◆ Work task ◆
Here is the task for the records below: repeat exactly the lines from the one with "thumb tip: (168, 294)" to the one with "index tip: (269, 182)", both included, and nothing else.

◆ Structured pose outputs ◆
╔══

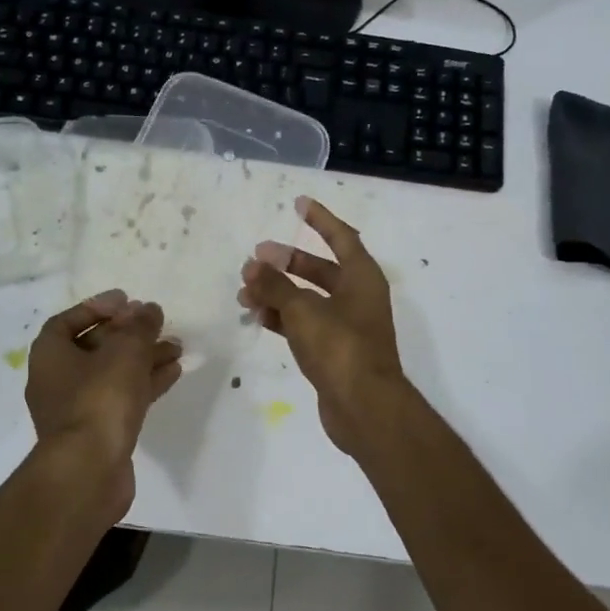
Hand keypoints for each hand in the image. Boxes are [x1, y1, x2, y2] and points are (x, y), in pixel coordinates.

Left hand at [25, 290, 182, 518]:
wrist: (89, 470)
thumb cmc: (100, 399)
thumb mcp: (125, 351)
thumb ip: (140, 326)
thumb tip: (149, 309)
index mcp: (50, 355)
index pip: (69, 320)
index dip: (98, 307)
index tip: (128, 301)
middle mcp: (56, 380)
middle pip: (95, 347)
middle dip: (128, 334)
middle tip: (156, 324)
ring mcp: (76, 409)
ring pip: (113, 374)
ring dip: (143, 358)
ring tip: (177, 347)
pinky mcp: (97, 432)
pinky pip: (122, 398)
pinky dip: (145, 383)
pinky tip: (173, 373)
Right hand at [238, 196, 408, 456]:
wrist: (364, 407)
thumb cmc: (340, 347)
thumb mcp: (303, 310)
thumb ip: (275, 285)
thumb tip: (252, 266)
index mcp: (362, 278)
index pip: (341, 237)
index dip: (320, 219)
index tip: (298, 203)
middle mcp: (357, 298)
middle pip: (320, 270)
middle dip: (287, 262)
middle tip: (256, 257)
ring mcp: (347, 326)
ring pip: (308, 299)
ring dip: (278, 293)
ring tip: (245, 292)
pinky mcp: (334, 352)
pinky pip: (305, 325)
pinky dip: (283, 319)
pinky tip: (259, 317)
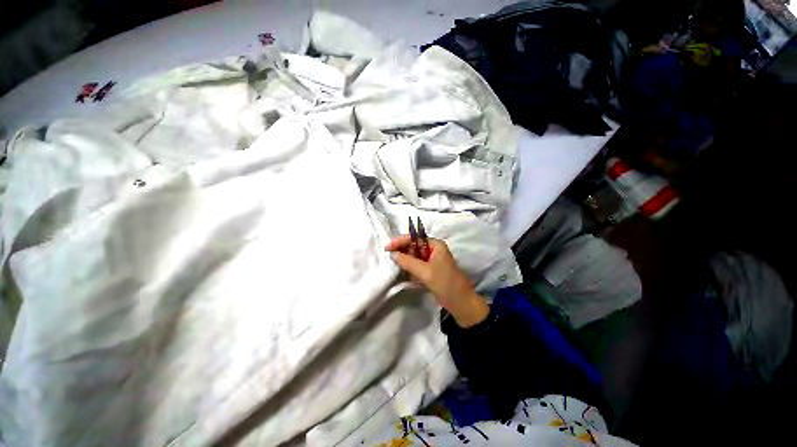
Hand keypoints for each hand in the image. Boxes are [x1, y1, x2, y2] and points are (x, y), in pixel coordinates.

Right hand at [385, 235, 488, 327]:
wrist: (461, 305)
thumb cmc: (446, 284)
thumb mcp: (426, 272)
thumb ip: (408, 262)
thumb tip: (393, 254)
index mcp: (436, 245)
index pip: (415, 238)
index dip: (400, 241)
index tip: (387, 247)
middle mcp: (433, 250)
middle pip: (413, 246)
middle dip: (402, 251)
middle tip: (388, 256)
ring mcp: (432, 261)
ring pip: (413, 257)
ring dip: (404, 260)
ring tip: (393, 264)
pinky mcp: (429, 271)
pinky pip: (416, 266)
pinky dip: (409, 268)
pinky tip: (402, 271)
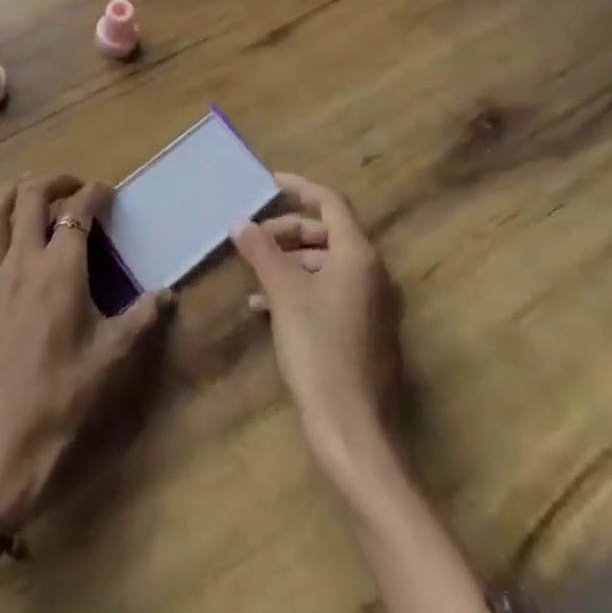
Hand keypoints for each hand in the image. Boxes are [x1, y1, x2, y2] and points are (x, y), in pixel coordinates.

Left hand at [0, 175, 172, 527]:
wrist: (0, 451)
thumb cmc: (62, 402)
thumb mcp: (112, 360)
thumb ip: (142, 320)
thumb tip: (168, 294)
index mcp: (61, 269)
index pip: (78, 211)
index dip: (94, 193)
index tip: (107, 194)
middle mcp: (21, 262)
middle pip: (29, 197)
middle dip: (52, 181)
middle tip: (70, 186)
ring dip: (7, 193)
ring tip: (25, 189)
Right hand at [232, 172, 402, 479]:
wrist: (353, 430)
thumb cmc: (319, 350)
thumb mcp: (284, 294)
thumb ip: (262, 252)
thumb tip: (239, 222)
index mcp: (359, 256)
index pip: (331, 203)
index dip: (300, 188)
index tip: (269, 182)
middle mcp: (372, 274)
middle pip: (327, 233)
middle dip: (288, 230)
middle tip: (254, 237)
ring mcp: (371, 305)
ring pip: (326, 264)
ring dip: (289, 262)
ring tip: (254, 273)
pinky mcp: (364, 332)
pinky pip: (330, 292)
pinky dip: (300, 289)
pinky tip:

╚══
╔══

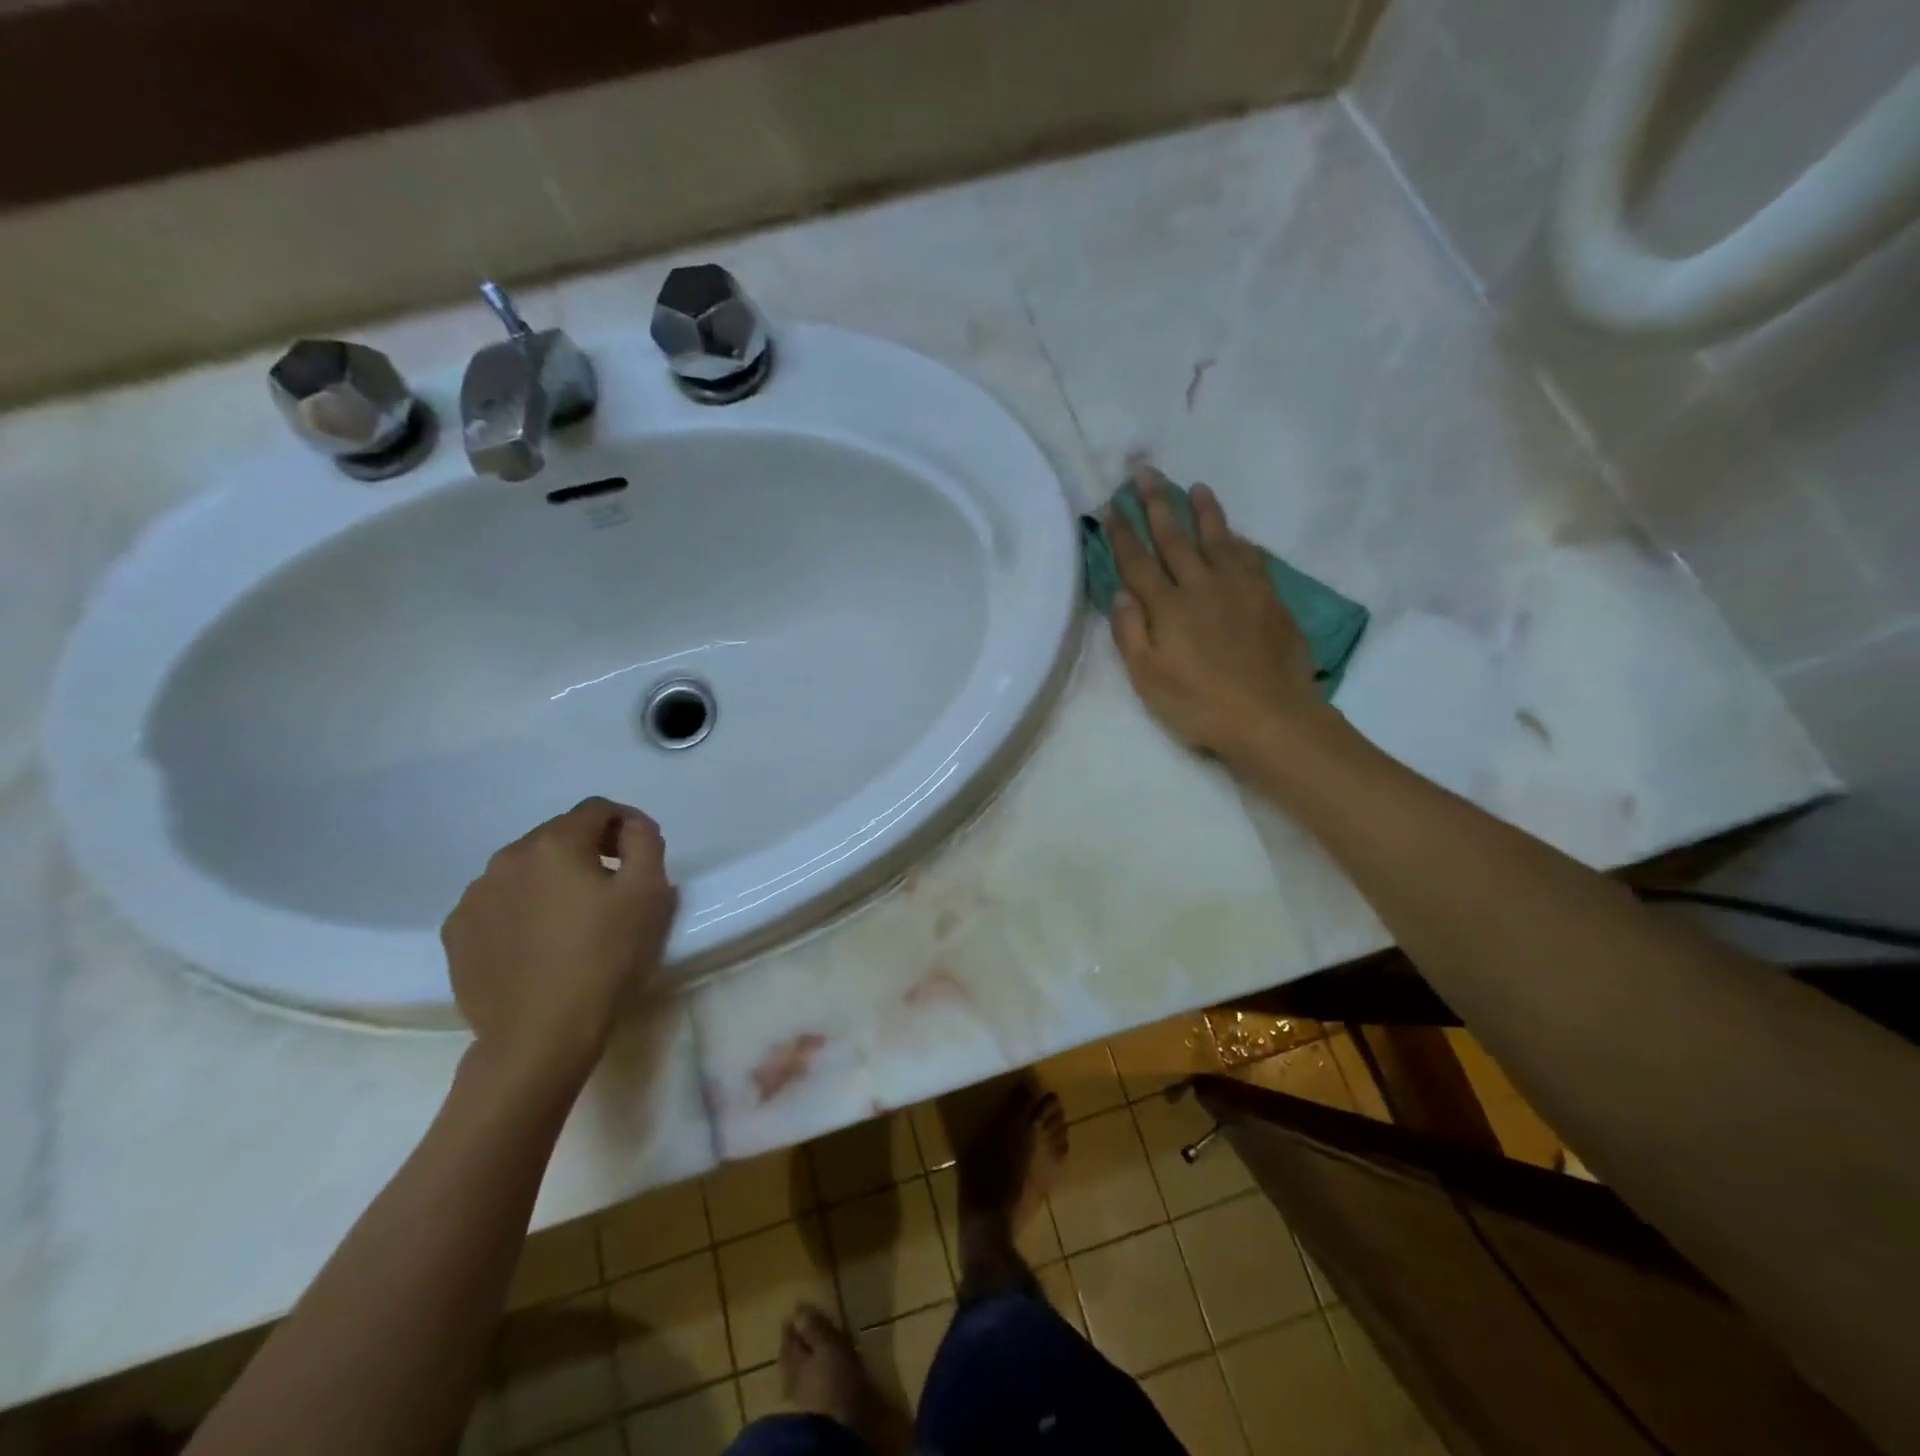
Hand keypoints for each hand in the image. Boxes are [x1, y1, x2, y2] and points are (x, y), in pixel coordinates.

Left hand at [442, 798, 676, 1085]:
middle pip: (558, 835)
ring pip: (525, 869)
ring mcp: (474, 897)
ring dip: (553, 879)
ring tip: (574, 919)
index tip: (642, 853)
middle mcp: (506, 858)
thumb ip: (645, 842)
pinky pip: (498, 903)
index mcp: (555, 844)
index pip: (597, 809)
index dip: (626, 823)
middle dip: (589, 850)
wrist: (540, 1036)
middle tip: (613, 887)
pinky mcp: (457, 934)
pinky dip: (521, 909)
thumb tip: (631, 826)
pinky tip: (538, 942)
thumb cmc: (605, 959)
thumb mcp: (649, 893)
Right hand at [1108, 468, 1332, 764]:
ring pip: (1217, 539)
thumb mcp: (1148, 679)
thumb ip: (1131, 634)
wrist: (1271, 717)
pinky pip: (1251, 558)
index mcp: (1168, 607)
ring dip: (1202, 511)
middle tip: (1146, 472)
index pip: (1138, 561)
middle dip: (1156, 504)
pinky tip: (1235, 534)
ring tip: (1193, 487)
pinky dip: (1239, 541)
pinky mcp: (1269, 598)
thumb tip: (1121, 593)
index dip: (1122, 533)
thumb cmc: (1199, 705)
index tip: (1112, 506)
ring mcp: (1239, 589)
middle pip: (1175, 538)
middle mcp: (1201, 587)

╚══

◆ Task solution ◆
thumb tip: (168, 294)
index mcp: (61, 269)
index pip: (78, 211)
index dip: (94, 193)
index tip: (107, 194)
middle mcp: (21, 262)
middle pip: (29, 197)
middle dip: (52, 181)
middle tip: (70, 186)
ring dip: (7, 193)
ring tip: (25, 189)
Right hand at [232, 172, 402, 479]:
wrist: (353, 430)
thumb cmc: (319, 350)
thumb mcp: (284, 294)
thumb ip: (262, 252)
thumb tip: (239, 222)
index mcp: (359, 256)
index pip: (331, 203)
index dip: (300, 188)
index tip: (269, 182)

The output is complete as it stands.